Insurance, Card, Mortgage Operations Spent $493M On Anti-Fraud

Insurers, mortgage lenders, and the credit card industry spent $493 million worldwide on anti-fraud technology last year, according to a survey by Meridien Research Inc.

The Needham, Mass.-based company found that consumer fraud worldwide in those industries amounted to $152 billion in 1996.

This is the first time such figures are available from Meridien. The findings are based on interviews with an unspecified number of financial services companies and technology providers.

Banking technology consultants said they were surprised that fraud losses were so high, but the insurance industry absorbed 80% of them.

Health insurers alone absorbed more than half, and spent about $88.7 million on anti-fraud technology. Meriden said insurers are expected to spend aggressively in on such technology over the next five years.

The data from credit card issuers and processors suggest their efforts are effective, and indeed may be overkill.
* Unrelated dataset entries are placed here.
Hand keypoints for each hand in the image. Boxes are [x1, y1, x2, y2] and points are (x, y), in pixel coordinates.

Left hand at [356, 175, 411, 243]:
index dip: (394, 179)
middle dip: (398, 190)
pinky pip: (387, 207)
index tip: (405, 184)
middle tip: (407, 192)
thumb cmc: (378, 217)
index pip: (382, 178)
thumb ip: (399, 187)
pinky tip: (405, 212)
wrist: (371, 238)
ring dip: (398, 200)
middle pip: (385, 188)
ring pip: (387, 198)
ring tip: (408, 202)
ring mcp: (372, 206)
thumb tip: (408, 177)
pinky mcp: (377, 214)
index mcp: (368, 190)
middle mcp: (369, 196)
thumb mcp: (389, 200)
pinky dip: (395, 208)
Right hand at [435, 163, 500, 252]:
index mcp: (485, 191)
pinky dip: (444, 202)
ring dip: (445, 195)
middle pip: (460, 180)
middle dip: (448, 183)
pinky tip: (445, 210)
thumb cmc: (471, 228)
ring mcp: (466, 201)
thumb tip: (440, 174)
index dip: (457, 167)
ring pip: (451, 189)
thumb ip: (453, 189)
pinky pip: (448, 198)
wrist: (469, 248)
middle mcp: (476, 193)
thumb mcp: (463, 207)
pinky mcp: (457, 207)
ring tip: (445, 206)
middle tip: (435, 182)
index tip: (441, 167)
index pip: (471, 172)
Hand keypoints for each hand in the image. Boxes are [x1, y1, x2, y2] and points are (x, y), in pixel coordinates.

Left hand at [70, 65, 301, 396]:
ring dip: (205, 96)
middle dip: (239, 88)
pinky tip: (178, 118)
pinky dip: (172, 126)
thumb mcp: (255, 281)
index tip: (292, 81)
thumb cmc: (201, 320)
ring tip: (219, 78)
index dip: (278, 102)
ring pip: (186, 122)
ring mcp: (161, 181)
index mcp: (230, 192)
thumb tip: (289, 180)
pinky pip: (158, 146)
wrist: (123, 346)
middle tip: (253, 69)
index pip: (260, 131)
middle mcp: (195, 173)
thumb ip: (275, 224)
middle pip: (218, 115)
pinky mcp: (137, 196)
They spent $162.7 million - about one-third of survey's total-and suffered only about 1% of the losses.

Mortgage lenders spent about $29.6 million.
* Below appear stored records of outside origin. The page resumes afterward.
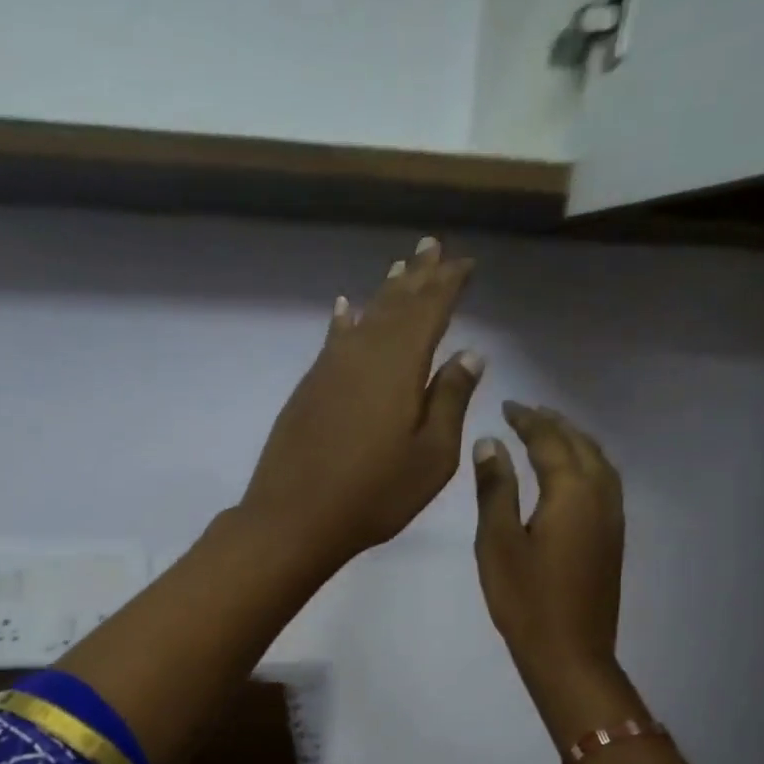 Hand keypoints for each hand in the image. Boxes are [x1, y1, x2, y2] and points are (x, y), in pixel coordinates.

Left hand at [238, 238, 482, 571]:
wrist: (294, 517)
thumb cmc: (374, 494)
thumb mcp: (431, 456)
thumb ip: (450, 401)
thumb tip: (469, 353)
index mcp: (400, 364)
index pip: (430, 309)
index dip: (448, 283)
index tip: (465, 263)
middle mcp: (363, 353)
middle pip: (395, 304)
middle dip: (417, 276)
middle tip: (431, 247)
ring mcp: (329, 369)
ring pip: (364, 318)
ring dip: (384, 294)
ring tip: (400, 269)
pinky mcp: (308, 389)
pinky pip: (334, 340)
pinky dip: (344, 322)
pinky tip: (346, 311)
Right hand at [472, 402, 625, 700]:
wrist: (570, 652)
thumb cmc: (525, 599)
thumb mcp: (498, 542)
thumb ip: (495, 489)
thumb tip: (491, 444)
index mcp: (571, 491)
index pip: (550, 440)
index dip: (528, 420)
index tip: (507, 406)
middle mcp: (600, 494)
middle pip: (580, 444)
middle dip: (554, 424)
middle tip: (526, 413)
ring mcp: (612, 517)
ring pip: (599, 461)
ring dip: (574, 441)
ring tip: (549, 434)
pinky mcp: (613, 537)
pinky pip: (605, 482)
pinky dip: (587, 463)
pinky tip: (571, 474)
The Meridien report shows that fraud prevention usually involves analyzing customer data, investigating the involvement of third parties in transactions, verifying identities, and checking for duplicate transactions.

Barbara Smiley, director of research at Meridien and author of the report, said, "Advances in data mining and artificial intelligence applications are having a dramatic impact on this field."

She added that the financial services industry is quickly improving its ability to predict fraud and assess risk, which are two of the most important countermeasures to fraud.